Z tym nabijaniem się to było tak, że owszem, na treningach krzyczałyśmy, że wyglądają jak sieroty i że zaraz się o własne nogi pozabijają biegając za tą piłką jak nienormalni, ale z to na meczach, nieważne czy tych istotnych, czy nie, nie było bardziej wiernych kibiców od nas. Czyli cały dzień jutro zaplanowany. Ehh, na razie trzeba się doczołgać do łóżka.
Wstałam rano z tak wielkim bólem głowy, jakbym miała jakiegoś kaca.
„Chyba moralnego”- przyszło mi na myśl. Ledwie powłóczyłam nogami, schodząc na dół, toteż postać przebiegająca koło mnie niczym huragan, o mało nie zrzuciła mnie ze schodów.

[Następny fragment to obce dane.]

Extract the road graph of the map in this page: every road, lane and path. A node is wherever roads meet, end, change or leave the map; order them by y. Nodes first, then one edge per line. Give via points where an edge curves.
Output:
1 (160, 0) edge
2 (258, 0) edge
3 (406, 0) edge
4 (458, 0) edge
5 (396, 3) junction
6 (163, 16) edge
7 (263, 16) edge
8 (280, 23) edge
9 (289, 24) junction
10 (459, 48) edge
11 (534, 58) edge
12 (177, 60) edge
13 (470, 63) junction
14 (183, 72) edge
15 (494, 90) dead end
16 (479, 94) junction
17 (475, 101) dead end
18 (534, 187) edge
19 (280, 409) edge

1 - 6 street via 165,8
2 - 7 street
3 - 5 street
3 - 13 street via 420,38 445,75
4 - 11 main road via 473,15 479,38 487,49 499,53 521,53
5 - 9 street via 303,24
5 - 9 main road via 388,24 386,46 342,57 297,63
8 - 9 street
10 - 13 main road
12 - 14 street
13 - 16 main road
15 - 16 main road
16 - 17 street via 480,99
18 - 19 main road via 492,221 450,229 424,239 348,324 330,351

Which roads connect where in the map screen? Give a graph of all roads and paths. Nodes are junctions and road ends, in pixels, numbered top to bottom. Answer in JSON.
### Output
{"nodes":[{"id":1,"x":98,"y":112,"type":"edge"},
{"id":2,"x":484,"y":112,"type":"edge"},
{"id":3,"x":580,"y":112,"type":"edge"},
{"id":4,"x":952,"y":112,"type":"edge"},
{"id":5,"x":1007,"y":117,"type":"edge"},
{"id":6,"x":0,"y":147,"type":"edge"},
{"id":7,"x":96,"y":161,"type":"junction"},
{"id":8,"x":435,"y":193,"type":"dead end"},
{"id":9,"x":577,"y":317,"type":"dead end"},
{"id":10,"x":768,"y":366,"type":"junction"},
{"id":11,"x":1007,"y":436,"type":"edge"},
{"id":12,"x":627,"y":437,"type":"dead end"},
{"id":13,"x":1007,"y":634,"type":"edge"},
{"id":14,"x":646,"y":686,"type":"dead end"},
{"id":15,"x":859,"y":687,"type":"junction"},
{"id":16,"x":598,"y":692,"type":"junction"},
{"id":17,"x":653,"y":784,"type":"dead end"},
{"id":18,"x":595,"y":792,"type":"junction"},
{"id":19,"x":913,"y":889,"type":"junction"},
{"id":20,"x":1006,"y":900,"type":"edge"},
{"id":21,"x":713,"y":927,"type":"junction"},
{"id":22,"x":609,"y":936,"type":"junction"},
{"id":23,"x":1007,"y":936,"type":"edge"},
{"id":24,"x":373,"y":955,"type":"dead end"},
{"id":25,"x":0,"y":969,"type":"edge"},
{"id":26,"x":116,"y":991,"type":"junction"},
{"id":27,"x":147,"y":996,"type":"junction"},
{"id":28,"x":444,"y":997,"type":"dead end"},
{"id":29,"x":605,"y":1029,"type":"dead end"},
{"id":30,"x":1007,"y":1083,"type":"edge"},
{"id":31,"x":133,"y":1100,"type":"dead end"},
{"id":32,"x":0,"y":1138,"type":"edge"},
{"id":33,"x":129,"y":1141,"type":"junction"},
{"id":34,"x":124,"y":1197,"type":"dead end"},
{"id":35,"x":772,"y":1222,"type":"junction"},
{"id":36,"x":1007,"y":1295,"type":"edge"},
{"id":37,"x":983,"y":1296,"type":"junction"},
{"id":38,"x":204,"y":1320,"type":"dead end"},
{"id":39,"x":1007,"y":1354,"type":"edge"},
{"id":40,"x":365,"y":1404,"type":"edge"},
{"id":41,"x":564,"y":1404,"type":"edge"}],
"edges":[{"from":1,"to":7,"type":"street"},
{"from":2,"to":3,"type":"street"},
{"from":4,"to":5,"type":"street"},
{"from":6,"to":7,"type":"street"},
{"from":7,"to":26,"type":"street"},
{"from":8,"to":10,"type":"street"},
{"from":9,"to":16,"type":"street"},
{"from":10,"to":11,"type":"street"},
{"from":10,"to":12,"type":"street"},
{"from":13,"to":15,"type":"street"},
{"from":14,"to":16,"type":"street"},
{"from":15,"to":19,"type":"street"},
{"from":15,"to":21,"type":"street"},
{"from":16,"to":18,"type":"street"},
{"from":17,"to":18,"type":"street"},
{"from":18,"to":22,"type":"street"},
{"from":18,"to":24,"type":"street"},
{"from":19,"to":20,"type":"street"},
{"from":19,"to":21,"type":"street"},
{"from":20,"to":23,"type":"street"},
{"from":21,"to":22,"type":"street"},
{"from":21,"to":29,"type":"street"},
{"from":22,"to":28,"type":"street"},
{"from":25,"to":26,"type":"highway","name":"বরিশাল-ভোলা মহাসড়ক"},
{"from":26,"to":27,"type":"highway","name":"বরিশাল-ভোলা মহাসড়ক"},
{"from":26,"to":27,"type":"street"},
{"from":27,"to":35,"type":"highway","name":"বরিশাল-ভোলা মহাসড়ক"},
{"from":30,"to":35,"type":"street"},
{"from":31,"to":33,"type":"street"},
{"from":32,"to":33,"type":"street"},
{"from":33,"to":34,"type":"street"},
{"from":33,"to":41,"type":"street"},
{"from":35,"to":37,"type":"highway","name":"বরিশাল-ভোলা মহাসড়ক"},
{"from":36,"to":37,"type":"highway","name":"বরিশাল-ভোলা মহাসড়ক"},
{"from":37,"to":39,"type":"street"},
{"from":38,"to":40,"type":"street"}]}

- Uważaj jak łazisz! – krzyknęłam, ledwo łapiąc równowagę.
- Chyba ty – odpowiedział mi głos najstarszego brata. A ten co tu robi? Własnego domu nie ma czy jak?
- A ty tu czego? – zapytałam. Nigdy nie jestem miła, jak jestem niewyspana. Nigdy.
- Robię za twoją niańkę! – spojrzał na mnie jak na ostatnią idiotkę. – Przyjechałem się przywitać, nie? I nie bądź już taka cięta, mam jedzenie. – Uśmiechnął się widząc mój „zaciesz” na widok papierowej torby, w której jak znam życie są moje ulubione ciepłe rogaliki z truskawkami. Od razu rzuciłam mu się na szyję, ciesząc się jak małe dziecko.
- Kocham cię braciszku! – krzyknęłam mu do ucha, uwieszając się jak mała małpka.
- Puszczaj głupku! Kawę ci zrobiłem, znaj moją dobroć. Wystygnie ci!
Migiem zeskoczyłam i łapiąc szybko torbę ze śniadaniem zbiegłam na dół, pokonując po dwa schody naraz. Nie miałam zbyt wiele czasu do przyjazdu Mileny, a musiałam się jeszcze ubrać i zdążyć rozkoszować się moim ukochanym śniadankiem. Słyszałam kroki Janka za sobą i modliłam się tylko, żeby nie pytał dokąd się tak śpieszę. Nie byłby zbyt zadowolony, a nie chciałam się z nim kłócić. Jak zwykle moje modlitwy nie zostały wysłuchane bo już po kilku minutach zadał mi to nieszczęsne pytanie „Gdzie się wybierasz?”. Dlaczego przed nim nic nie da się ukryć? I dlaczego ja nie potrafię go okłamać? Z Wojtkiem jest dużo łatwiej…
- No ten… na trening idę.
- Trening? Jaki znów?
- No wiesz… do Wojtka tam.
- Chyba oszalałaś! Nie idziesz! – Wiedziałam że się wkurzy, no wiedziałam! Czy on zawsze będzie mnie już traktował jak dziecko? Wiem, że zrobiłam kiedyś parę głupich rzeczy, a gdyby nie on to by mnie tutaj nie było, a mój trup leżał by w trumnie, pod ziemią… nie, stop!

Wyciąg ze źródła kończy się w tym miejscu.